WRAS student DJs mull legal options following tense meeting with GPB president

To throw the frustrations back on GPB is not where that belongs.’

The rift between Georgia Public Broadcasting and students over the future of WRAS-FM appears to have widened following an Oct. 28 meeting between student DJs and state media network officials. “Album 88” student DJs say they felt like their grievances went unheard — and warn that potential legal action could be taken in the coming months.

At the meeting, WRAS student leadership, GSU officials, and GPB CEO and President Teya Ryan met for the first time since GPB entered Atlanta’s radio market. Last May, Ryan and GSU President Mark Becker announced a two-year, $150,000 deal that allowed the state media network to take over almost 100 daytime hours from college DJs, ending a 43-year tradition of student-run radio at the Downtown academic institution.

WRAS General Manager Alayna Fabricius attended the meeting with the hope of beginning a formal relationship with GPB officials, discussing how students DJs were affected by the deal, and asking whether GPB would give student DJs some additional weekend hours. Over the past several months, she says, Album 88 has undergone a drop in its influence drop because students have access to the airwaves only during evening and early morning hours.

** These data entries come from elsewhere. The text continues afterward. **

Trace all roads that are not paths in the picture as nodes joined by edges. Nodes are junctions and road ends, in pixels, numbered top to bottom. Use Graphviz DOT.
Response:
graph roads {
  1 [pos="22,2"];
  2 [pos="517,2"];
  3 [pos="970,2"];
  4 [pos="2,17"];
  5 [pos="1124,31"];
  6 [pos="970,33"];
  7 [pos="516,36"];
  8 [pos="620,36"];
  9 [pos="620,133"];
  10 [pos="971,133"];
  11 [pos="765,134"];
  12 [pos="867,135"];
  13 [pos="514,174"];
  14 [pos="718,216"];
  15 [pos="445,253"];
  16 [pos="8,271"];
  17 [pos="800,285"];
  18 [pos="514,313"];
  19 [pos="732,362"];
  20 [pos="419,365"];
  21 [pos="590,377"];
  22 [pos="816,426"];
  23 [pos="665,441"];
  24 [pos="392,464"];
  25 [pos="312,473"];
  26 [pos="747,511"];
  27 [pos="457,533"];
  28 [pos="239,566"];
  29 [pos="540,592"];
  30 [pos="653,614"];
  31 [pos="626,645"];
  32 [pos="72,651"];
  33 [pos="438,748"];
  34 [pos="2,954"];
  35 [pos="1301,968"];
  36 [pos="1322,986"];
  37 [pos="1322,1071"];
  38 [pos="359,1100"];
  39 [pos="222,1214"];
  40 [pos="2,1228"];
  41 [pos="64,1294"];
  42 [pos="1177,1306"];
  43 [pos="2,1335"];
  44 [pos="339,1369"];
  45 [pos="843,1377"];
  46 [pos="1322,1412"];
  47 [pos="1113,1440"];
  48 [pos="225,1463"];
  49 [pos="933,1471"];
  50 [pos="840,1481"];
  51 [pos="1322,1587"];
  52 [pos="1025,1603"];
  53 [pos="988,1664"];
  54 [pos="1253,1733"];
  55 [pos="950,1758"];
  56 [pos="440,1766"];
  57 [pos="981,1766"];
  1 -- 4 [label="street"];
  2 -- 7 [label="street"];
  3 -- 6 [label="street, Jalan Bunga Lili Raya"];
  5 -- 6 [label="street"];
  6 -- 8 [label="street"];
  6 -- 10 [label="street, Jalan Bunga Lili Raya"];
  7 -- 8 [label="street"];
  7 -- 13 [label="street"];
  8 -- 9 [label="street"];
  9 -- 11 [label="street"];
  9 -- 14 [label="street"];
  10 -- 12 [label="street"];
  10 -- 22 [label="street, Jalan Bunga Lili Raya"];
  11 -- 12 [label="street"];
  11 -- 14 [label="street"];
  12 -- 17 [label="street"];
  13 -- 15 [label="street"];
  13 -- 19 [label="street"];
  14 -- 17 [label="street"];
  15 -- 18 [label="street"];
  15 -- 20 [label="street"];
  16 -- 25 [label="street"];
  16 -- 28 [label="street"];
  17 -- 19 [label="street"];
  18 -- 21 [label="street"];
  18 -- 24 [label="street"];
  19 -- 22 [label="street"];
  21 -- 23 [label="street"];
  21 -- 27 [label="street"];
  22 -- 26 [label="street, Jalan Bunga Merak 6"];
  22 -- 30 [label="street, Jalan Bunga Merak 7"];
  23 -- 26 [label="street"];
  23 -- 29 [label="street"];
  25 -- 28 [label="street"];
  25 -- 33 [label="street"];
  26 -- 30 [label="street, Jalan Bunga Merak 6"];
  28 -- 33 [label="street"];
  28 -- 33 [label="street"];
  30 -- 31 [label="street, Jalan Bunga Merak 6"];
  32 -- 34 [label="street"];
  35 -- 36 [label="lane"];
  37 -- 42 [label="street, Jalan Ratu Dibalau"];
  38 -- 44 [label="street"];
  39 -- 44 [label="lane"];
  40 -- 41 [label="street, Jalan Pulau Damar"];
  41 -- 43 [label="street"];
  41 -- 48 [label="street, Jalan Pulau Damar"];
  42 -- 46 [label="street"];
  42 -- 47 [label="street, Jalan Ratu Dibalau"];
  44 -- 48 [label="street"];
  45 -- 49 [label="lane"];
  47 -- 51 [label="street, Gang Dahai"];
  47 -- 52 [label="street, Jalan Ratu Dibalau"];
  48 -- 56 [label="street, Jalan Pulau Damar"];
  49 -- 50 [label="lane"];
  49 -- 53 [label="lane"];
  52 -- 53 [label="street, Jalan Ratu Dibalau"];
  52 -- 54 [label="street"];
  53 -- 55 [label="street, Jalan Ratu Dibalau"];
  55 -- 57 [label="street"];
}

The conversation with Ryan didn’t go well, she says.

“We weren’t really given any kind of concrete answers,” Fabricius says. “We wanted to negotiate to make the partnership more equal. We’re still cautiously optimistic, but they weren’t accepting any of our ideas about giving us time back for the terrestrial stream.”

Both Fabricius and WRAS Urban Music Director Jenny Nesvetailova say other GSU communications students have started to benefit from classes held at the state media network’s studios. But they are left wondering how student DJs will benefit from the deal. Nesvetailova, who currently is a Creative Loafing intern, says she hoped the meeting could have helped clarify what was specifically being offered to student DJs.

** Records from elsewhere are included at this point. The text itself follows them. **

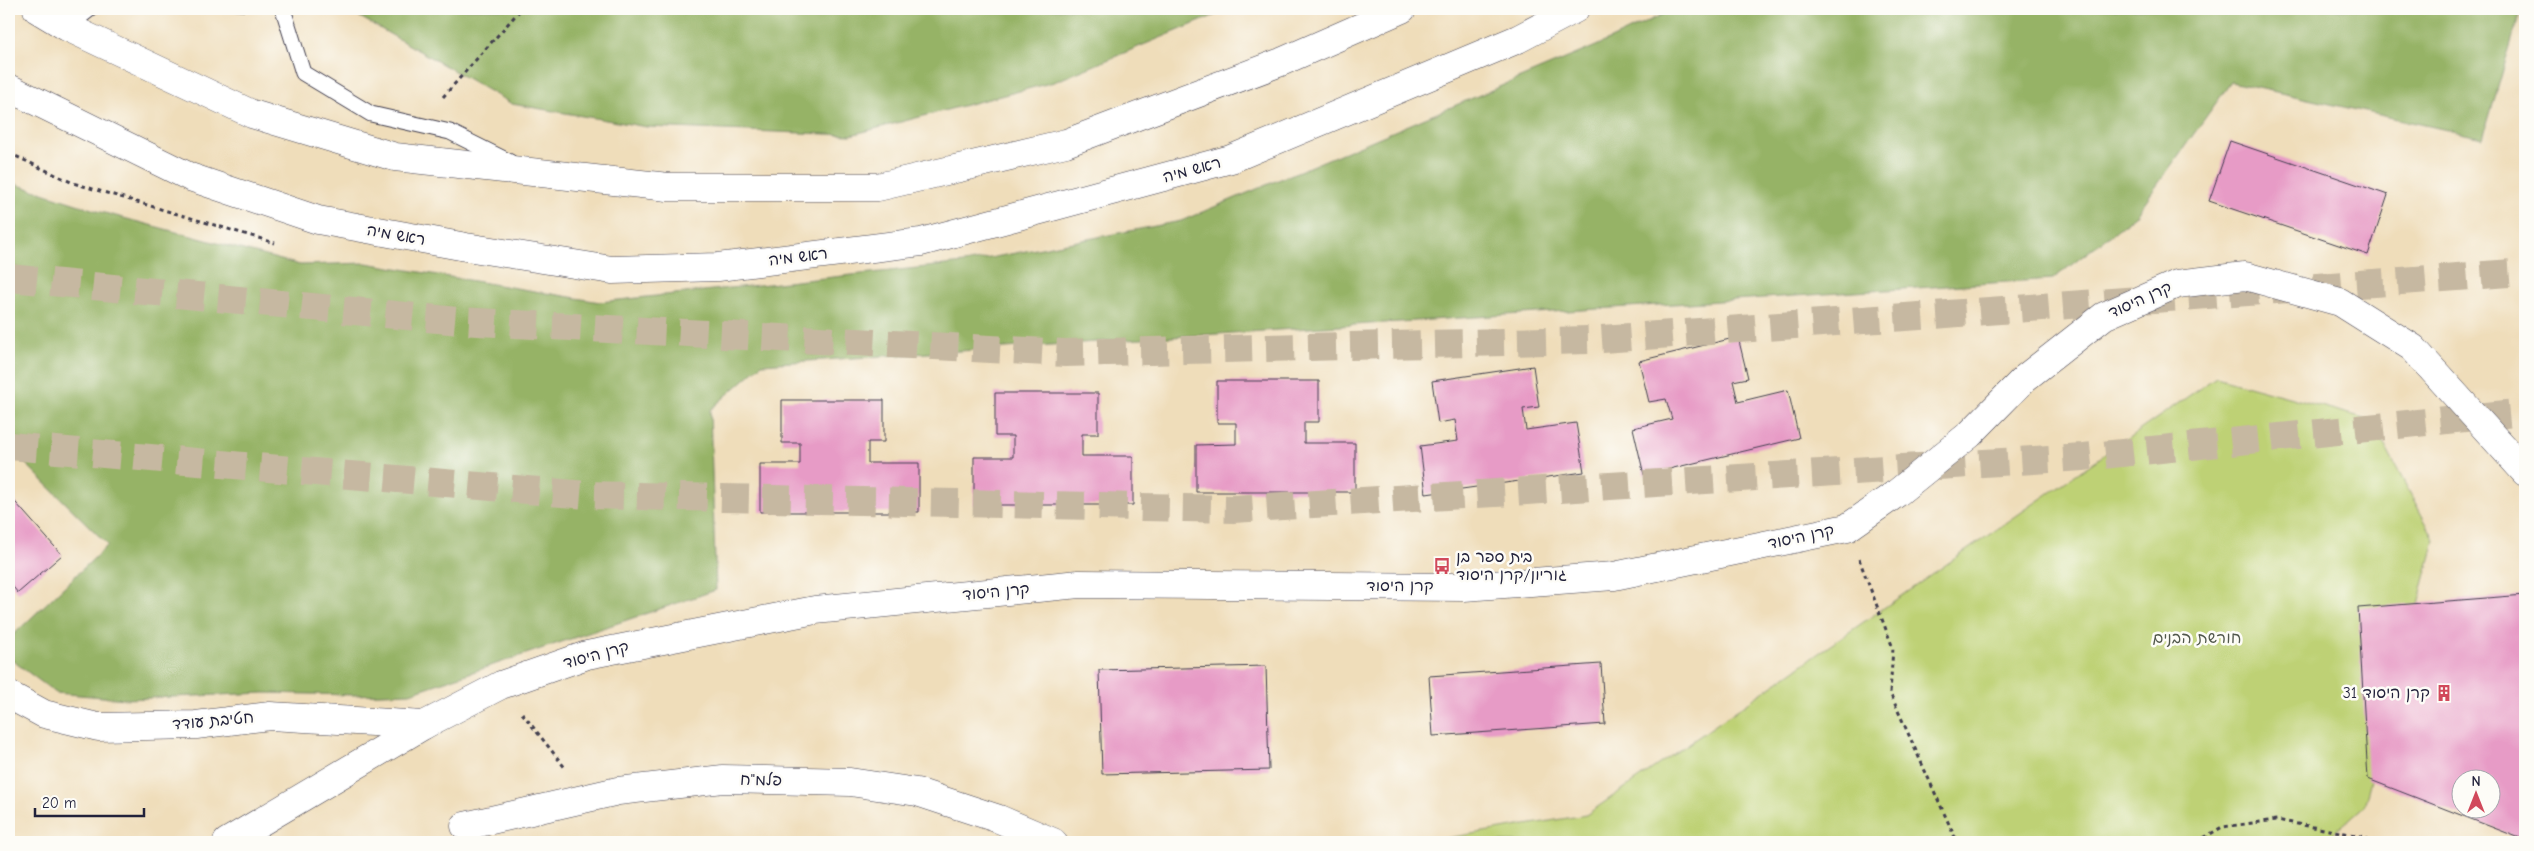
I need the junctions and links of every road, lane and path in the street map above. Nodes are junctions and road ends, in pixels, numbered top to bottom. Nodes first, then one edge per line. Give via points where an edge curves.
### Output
1 (37, 9) edge
2 (90, 9) edge
3 (283, 9) edge
4 (521, 9) edge
5 (1402, 9) edge
6 (1575, 9) edge
7 (68, 27) junction
8 (9, 88) edge
9 (442, 97) dead end
10 (532, 173) junction
11 (2525, 472) edge
12 (1847, 528) junction
13 (501, 686) junction
14 (9, 695) edge
15 (424, 725) junction
16 (588, 797) junction
17 (464, 826) dead end
18 (227, 842) edge
19 (1053, 842) edge
20 (1957, 842) edge
21 (2197, 842) edge
22 (2370, 842) edge

1 - 7 street
2 - 7 lane
3 - 10 lane via 302,73 371,114 450,132
4 - 9 path
5 - 10 street via 1281,62 1066,143 878,187 668,187
6 - 8 street, ראש מיה via 1518,39 1231,159 921,242 718,267 612,270 318,220 190,177
7 - 10 street via 252,114 394,157
11 - 12 street, קרן היסוד via 2413,348 2340,302 2245,276 2177,284 2104,316 2025,378 1970,434 1897,493
12 - 13 street, קרן היסוד via 1614,576 1464,587 1079,584 815,610 587,655
12 - 20 path via 1893,648 1890,693
13 - 15 street, קרן היסוד
13 - 16 path
14 - 15 street, חטיבת עודד via 44,714 98,727 196,725 270,716
15 - 18 street, קרן היסוד
16 - 17 street, פלמ"ח
16 - 19 street, פלמ"ח via 723,779 850,782 917,792 999,819
21 - 22 path via 2222,827 2277,820 2366,837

“Anytime we tried discussing anything that happened in the past couple of months, Ryan said there’s been so much hostility from us and that we haven’t taken advantage of the opportunities given to us,” Nesvetailova says. “She says it seems like we don’t want to be dealing with them.”

Album 88 Alumni President Zach Lancaster, who observed the meeting but didn’t participate in the discussion, says officials at the meeting showed ambivalence toward many concerns expressed by WRAS student leaders. Rather than support the students, he says, GSU’s vice president for student affairs, Douglass Covey, did not represent their best interests. He says Ryan talked to the students not as partners, but like “children” who were taking up her time with concerns previously expressed by other WRAS supporters.

“Instead of mending bridges, she’s burning bridges,” Lancaster says. “She seems to have a lot of contempt for people who aren’t with Georgia Public Broadcasting. At board meetings, she was like that with the public expressing concerns about GPB’s behavior. That’s not the behavior of a good leader who’s looking to be partners in a community. This is Teya Ryan’s march to the sea.”

Ryan, speaking to CL for the first time after numerous requests since May, says Lancaster’s account of the meeting was “not an accurate reading.” She says she has listened to student DJ concerns during two GPB board meetings and sat down with them respectfully. She acknowledged that the transition for WRAS student DJs wasn’t easy. She wants to move the “dialogue forward, and not in anger and acrimony and accusations.”

“There is much that can come out of this that’s very positive,” she says. “That may not seem to be so right now. But in the long term, we can make great things happen. But we can’t do so if the hostility continues. We simply don’t feel that toward the students.”

She is placing the burden on students to take advantage of opportunities such as internships, a 30-minute music show outlined in the WRAS contract, or other education opportunities. The frustrations over the lack of progress, she says, should be pointed toward GSU — not GPB.

“These are students of GSU,” Ryan says. “In a sense, they need to look toward the university. We have to work through the guidelines the university has given us. ... To throw the frustrations back on GPB is not where that belongs.”

Fabricius now says WRAS student leadership is “looking into legal options,” but declined to elaborate further on the record. Lancaster said he’s had preliminary discussions with students about how to proceed.

“Nothing has been set in stone,” Lancaster says. “The meeting was the last recourse for diplomacy. They made it very clear it wasn’t a partnership. ... They have no interest in working with the students to create a better WRAS model.”